(THE RECORDS Opens)

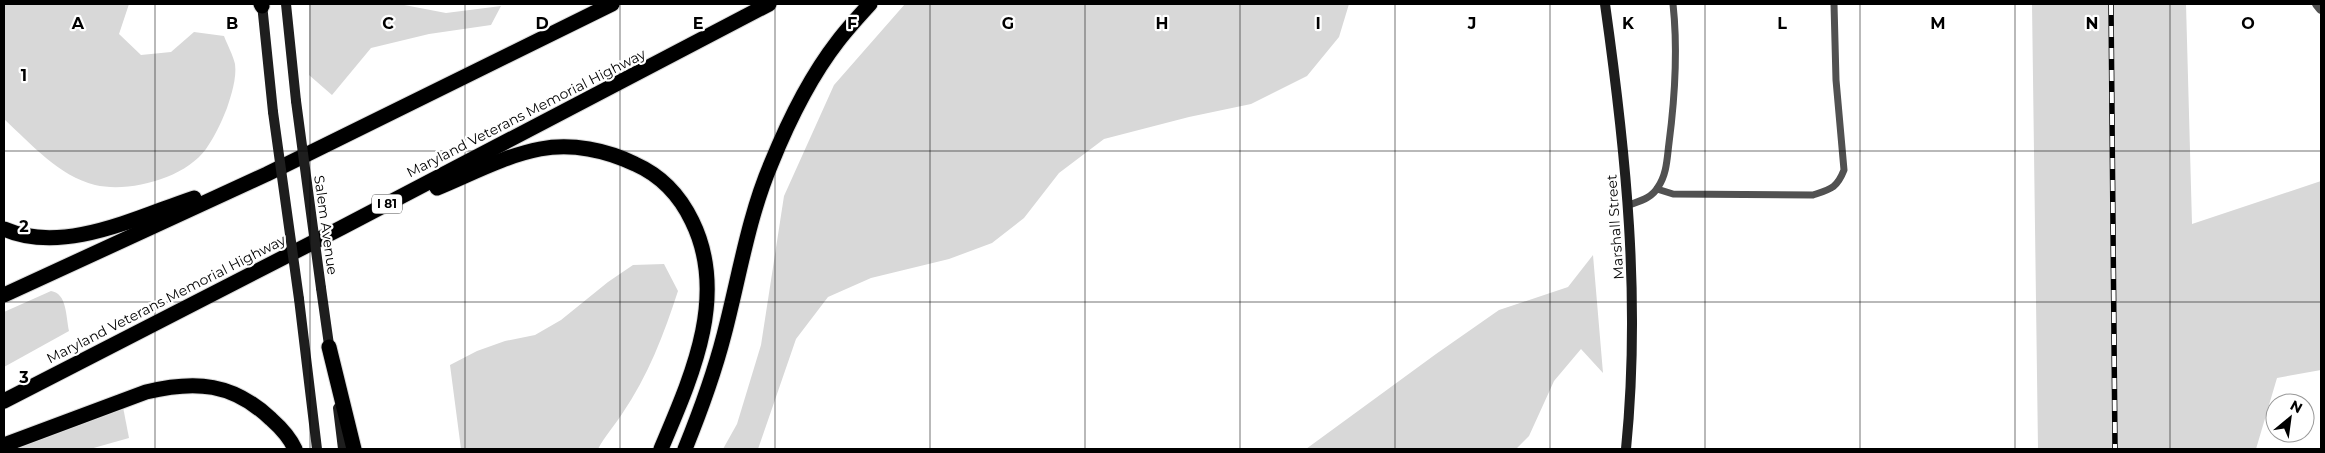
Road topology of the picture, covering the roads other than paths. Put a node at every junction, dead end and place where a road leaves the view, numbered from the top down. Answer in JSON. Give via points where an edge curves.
{"nodes":[{"id":1,"x":262,"y":4,"type":"edge"},
{"id":2,"x":286,"y":4,"type":"edge"},
{"id":3,"x":612,"y":4,"type":"edge"},
{"id":4,"x":769,"y":4,"type":"edge"},
{"id":5,"x":870,"y":4,"type":"edge"},
{"id":6,"x":1605,"y":4,"type":"edge"},
{"id":7,"x":1673,"y":4,"type":"edge"},
{"id":8,"x":1834,"y":4,"type":"edge"},
{"id":9,"x":2317,"y":4,"type":"edge"},
{"id":10,"x":2321,"y":9,"type":"edge"},
{"id":11,"x":267,"y":174,"type":"junction"},
{"id":12,"x":1658,"y":189,"type":"junction"},
{"id":13,"x":1629,"y":205,"type":"junction"},
{"id":14,"x":341,"y":228,"type":"junction"},
{"id":15,"x":4,"y":229,"type":"edge"},
{"id":16,"x":4,"y":295,"type":"edge"},
{"id":17,"x":330,"y":347,"type":"junction"},
{"id":18,"x":4,"y":401,"type":"edge"},
{"id":19,"x":4,"y":445,"type":"edge"},
{"id":20,"x":295,"y":449,"type":"edge"},
{"id":21,"x":317,"y":449,"type":"edge"},
{"id":22,"x":343,"y":449,"type":"edge"},
{"id":23,"x":354,"y":449,"type":"edge"},
{"id":24,"x":661,"y":449,"type":"edge"},
{"id":25,"x":684,"y":449,"type":"edge"},
{"id":26,"x":1626,"y":449,"type":"edge"}],
"edges":[{"from":1,"to":21,"type":"main road","bridge":true},
{"from":2,"to":17,"type":"main road","name":"Salem Avenue","bridge":true},
{"from":3,"to":11,"type":"highway"},
{"from":4,"to":14,"type":"highway","name":"Maryland Veterans Memorial Highway","number":"I 81"},
{"from":5,"to":25,"type":"highway","via":[[837,42],[811,82],[770,165],[756,206],[719,353]]},
{"from":6,"to":13,"type":"main road","name":"Marshall Street"},
{"from":7,"to":12,"type":"lane","via":[[1676,31],[1674,107],[1665,174]]},
{"from":8,"to":12,"type":"lane","via":[[1836,80],[1844,170],[1840,182],[1813,195],[1673,194]]},
{"from":9,"to":10,"type":"street"},
{"from":11,"to":15,"type":"highway","via":[[66,238],[38,238]]},
{"from":11,"to":16,"type":"highway"},
{"from":12,"to":13,"type":"lane","via":[[1648,198]]},
{"from":13,"to":26,"type":"main road","name":"Marshall Street","via":[[1634,308]]},
{"from":14,"to":18,"type":"highway","name":"Maryland Veterans Memorial Highway","number":"I 81"},
{"from":14,"to":24,"type":"highway","via":[[514,156],[541,149],[566,146],[592,149],[645,168],[667,184],[685,206],[704,250],[708,274],[704,330]]},
{"from":17,"to":22,"type":"main road","name":"Salem Avenue"},
{"from":17,"to":23,"type":"highway"},
{"from":19,"to":20,"type":"highway","via":[[146,392],[194,385],[238,394],[257,406],[278,424]]}]}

(THE RECORDS Closes)

Your answer should hold every line of the entries that contains the string "Avenue".

{"from":2,"to":17,"type":"main road","name":"Salem Avenue","bridge":true},
{"from":17,"to":22,"type":"main road","name":"Salem Avenue"},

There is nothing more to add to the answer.